_What is needed_. Look through the listing below for the string "Moreland". Show each line where it occurs.
Top of Source data
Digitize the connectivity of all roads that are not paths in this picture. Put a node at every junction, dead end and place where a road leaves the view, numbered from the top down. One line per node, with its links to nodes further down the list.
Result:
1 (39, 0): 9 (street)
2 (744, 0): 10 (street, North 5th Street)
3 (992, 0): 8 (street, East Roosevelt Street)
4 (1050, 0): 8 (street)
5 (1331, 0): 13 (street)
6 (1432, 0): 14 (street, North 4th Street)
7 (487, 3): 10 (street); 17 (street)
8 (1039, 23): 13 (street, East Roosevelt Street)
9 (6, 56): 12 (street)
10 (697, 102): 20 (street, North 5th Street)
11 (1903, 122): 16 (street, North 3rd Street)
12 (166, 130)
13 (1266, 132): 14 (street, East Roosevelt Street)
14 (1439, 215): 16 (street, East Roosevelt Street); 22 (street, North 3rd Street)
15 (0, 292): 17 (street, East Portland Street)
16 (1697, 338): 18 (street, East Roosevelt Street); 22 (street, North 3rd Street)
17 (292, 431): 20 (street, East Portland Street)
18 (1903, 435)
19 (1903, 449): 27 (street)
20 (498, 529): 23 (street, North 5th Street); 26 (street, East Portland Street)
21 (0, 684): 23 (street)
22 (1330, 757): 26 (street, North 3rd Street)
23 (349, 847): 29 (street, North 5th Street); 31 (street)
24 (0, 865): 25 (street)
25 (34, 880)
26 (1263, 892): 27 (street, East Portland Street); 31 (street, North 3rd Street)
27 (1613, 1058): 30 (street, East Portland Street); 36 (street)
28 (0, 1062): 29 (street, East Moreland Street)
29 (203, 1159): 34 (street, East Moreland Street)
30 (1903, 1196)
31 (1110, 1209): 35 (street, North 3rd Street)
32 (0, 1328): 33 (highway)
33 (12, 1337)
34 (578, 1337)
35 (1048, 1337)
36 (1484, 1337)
Bottom of Source data
_Solution to this problem_.
28 (0, 1062): 29 (street, East Moreland Street)
29 (203, 1159): 34 (street, East Moreland Street)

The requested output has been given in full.